[Records excerpted from a collection]
/---
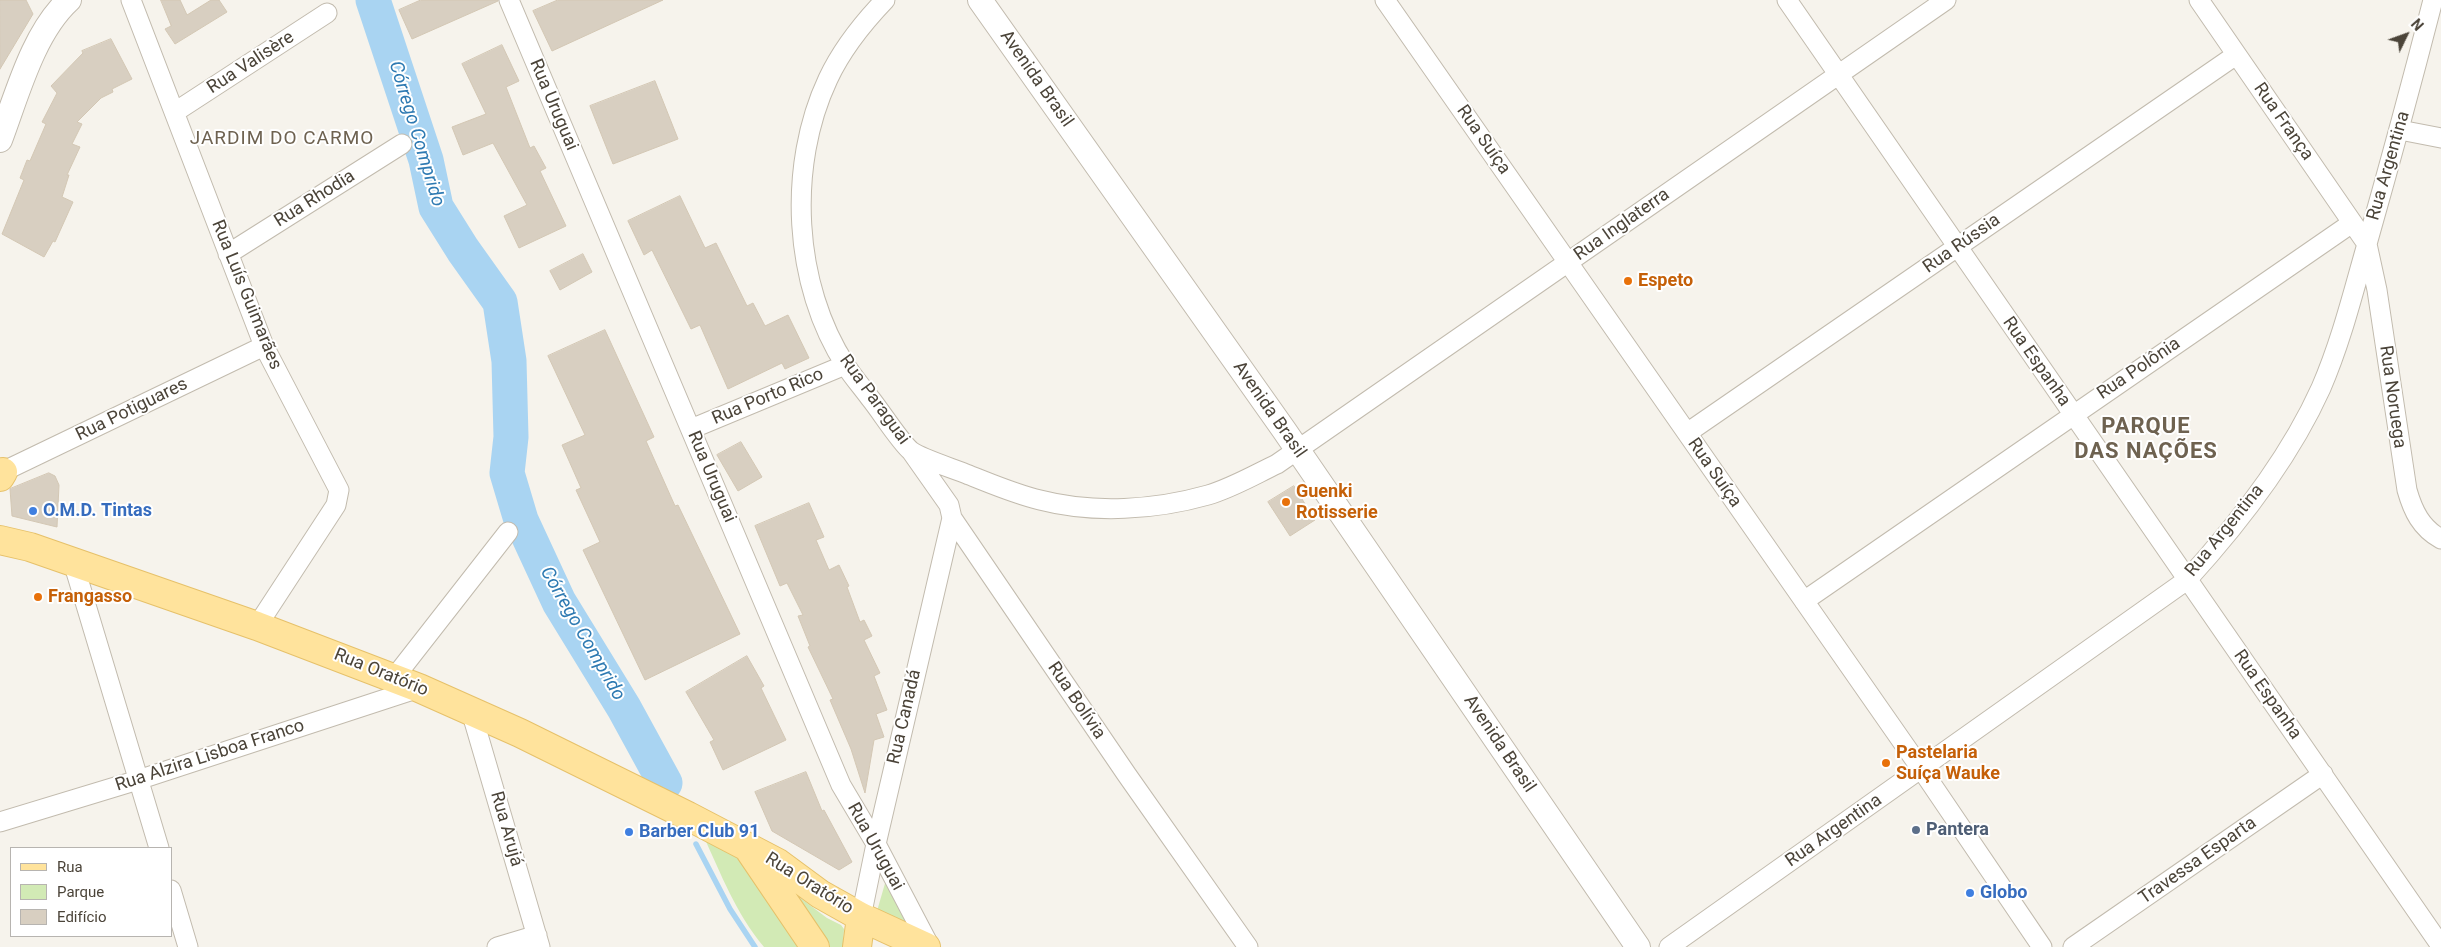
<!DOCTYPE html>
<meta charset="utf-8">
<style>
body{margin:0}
#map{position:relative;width:2441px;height:947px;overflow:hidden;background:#f6f3ec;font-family:Roboto,sans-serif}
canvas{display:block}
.legend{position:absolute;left:10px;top:847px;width:162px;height:90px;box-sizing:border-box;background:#fff;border:1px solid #b7b4b0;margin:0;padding:6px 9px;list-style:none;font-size:15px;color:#4b4439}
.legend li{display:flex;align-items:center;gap:10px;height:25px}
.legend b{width:25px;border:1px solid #b7b4b0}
.north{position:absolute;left:2381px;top:10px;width:50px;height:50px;-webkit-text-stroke:4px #fff;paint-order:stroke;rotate:48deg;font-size:14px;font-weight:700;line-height:20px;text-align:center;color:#4b4439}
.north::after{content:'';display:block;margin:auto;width:18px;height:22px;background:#4b4439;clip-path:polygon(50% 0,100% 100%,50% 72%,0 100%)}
</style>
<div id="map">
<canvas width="2441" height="947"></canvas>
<ul class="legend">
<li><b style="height:6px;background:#ffe39c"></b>Rua</li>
<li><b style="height:14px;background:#d2eab5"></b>Parque</li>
<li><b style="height:14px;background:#d8cfc1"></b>Edifício</li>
</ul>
<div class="north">N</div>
</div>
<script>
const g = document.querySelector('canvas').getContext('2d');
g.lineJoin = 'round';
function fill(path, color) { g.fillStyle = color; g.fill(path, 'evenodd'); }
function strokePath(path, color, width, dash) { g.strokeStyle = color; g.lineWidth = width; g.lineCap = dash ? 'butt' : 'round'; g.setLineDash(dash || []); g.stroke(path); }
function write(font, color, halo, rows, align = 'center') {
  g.font = font + ' Roboto,sans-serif'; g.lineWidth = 4; g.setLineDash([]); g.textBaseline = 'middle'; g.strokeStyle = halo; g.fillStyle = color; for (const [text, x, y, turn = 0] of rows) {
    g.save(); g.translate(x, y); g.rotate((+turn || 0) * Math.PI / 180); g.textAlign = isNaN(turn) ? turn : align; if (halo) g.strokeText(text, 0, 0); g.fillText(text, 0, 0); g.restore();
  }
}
fill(new Path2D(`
 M703,835L741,860L804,947H764C736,914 721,874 703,835Z
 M886,880L910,923L906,925L877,911Z
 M795,894L827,918L841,925L844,929L843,947H825Z`), '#d2eab5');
strokePath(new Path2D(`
 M696,844L730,909L755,947`), '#a9d4f2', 5.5);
strokePath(new Path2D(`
 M373,0L426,160L436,207L463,250L500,302L509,361L511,437L507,473L521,520L559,602L624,708L665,783`), '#a9d4f2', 35);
const building = new Path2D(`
 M0,0H26L33,14L0,69Z
 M161,0H180L187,15L211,0H219L227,12L175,44L165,29L171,26Z
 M421,0H498V1L412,39L399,10Z
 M558,0H663L552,51L533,11Z
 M111,39L132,79L112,89L113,92L101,98L77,122L82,124L72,144L80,147L67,175H69L62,197L73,202L55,242L53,241L44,257L2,234L24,180L20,178L27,160L30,161L46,124L42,122L57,93L51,86L83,53L82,51Z
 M502,45L519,81L506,87L530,148L534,146L546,168L540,171L566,226L519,248L504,216L527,205L493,143L463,155L452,127L486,114L462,64Z
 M655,81L678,139L613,164L590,106Z
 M680,196L705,248L716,243L747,306L753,303L765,326L788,315L809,358L785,369L782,363L728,389L700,325L691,329L652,250L644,255L628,221Z
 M583,254L592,272L560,290L550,271Z
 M605,330L654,437L646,441L675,506L678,505L740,634L645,680L583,550L600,542L576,490L581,488L562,445L585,435L548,356Z
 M741,442L762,477L738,491L717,455Z
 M49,473L55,476L59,485L57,527L12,516L10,489Z
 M1294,486L1315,520L1290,536L1268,502Z
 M809,503L824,537L816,540L829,570L839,565L849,586L847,587L860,622L864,620L872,636L864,640L880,673L874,676L887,710L876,714L884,737L874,740L865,793L851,749L830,700L833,699L808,647L810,646L798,616L803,615L787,583L780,586L755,526Z
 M747,656L764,686L761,688L786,740L723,770L710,742L714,740L686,692Z
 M806,772L822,811L824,810L852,862L839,870L772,831L755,792Z`);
fill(building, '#d8cfc1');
strokePath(building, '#d3c7b4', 1);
const minor = new Path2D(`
 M131,0L264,346L339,490L336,505L257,626
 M509,0L841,785L876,844L930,947
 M885,0C862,24 842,49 828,79C787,166 793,285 846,366C853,377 862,387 870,398C880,410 900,442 911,451C922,459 955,469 969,475C992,484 1015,494 1040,500C1094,514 1155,510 1208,495C1232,488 1254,475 1277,464L1946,0
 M1385,0L1922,770L2042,947
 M1787,0L2441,946
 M2199,0L2367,244L2377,290L2407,490C2413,511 2421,528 2441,539
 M175,112L327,13
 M2400,130L2441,138
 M228,254L402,144
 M691,429L845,365
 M1687,433L2236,55
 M911,451L949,505L952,518L1127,775L1248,947
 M0,473L264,346
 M73,562L159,848
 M1804,601L2352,223
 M394,678L508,532
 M471,711L540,947
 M0,822L138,780L419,688
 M171,890L188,947
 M861,917L876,844L952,518
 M497,947L537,935
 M1669,947L2187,580C2239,523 2289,459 2321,388C2341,342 2353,293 2367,244C2390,163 2412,82 2433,0
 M2073,947L2323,774`);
const tertiary = new Path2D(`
 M980,0L1284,430L1638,947
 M0,140C17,95 33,33 69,0`);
const primary = new Path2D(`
 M0,477L3,472
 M0,540L30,547L257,626L419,688L520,733L688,816L778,863L820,894L861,917L926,947
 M750,851L815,947
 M857,947L861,917`);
strokePath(minor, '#c2bbae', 21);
strokePath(tertiary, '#c2bbae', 26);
strokePath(primary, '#e6c16a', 30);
strokePath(minor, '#fff', 19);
strokePath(tertiary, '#fff', 24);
strokePath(primary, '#ffe39c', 28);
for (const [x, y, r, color] of [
 [1628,281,5,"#e8710a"],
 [1286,502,5,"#e8710a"],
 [33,511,5,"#3f7fe0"],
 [38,597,5,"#e8710a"],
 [1886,763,5,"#e8710a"],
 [1916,830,5,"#5c6f8a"],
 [629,832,5,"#3f7fe0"],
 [1970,893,5,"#3f7fe0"]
]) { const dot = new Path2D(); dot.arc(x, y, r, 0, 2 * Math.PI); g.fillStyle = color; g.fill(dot); strokePath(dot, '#fff', 2); }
write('18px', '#4b4439', '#fff', [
 ["Rua Valisère",251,63,-33],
 ["Avenida Brasil",1036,79,55],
 ["Rua Uruguai",553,105,67],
 ["Rua França",2283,122,55],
 ["Rua Suíça",1483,140,55],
 ["Rua Argentina",2389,166,-74],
 ["Rua Rhodia",315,199,-32],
 ["Rua Inglaterra",1622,225,-35],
 ["Rua Rússia",1962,244,-35],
 ["Rua Luís Guimarães",246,295,68],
 ["Rua Espanha",2036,362,55],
 ["Rua Polônia",2139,369,-34],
 ["Rua Porto Rico",768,397,-23],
 ["Rua Noruega",2392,397,82],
 ["Rua Paraguai",874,400,54],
 ["Rua Potiguares",132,410,-26],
 ["Avenida Brasil",1269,410,55],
 ["Rua Suíça",1714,473,55],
 ["Rua Uruguai",711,477,67],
 ["Rua Argentina",2225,531,-51],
 ["Rua Oratório",381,673,22],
 ["Rua Espanha",2267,695,55],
 ["Rua Bolívia",1076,701,56],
 ["Rua Canadá",905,717,-77],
 ["Avenida Brasil",1499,744,56],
 ["Rua Alzira Lisboa Franco",210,756,-18],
 ["Rua Arujá",506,829,74],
 ["Rua Argentina",1834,831,-35],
 ["Rua Uruguai",875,847,61],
 ["Travessa Esparta",2198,861,-35],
 ["Rua Oratório",809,884,32]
]);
write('bold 18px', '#c56008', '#fff', [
 ["Espeto",1638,281],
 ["Guenki",1296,492],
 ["Rotisserie",1296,513],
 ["Frangasso",48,597],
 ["Pastelaria",1896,753],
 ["Suíça Wauke",1896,774]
], 'left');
write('bold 18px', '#366cbe', '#fff', [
 ["O.M.D. Tintas",43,511],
 ["Barber Club 91",639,832],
 ["Globo",1980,893]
], 'left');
write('bold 18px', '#4e5e75', '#fff', [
 ["Pantera",1926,830]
], 'left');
write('italic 19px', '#2e7ab2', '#fff', [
 ["Córrego Comprido",416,134,73],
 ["Córrego Comprido",582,634,60]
]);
g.letterSpacing = '1px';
write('19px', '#6e6250', '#fff', [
 ["JARDIM DO CARMO",282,139]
]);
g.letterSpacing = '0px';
g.letterSpacing = '1px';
write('bold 22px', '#6e6250', '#fff', [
 ["PARQUE",2146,427],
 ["DAS NAÇÕES",2146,452]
]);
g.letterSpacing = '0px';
</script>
\---
Instructions to follow: Your answer should consist of each line of the data above in which the word "lineWidth" occurs.

Your response:
function strokePath(path, color, width, dash) { g.strokeStyle = color; g.lineWidth = width; g.lineCap = dash ? 'butt' : 'round'; g.setLineDash(dash || []); g.stroke(path); }
  g.font = font + ' Roboto,sans-serif'; g.lineWidth = 4; g.setLineDash([]); g.textBaseline = 'middle'; g.strokeStyle = halo; g.fillStyle = color; for (const [text, x, y, turn = 0] of rows) {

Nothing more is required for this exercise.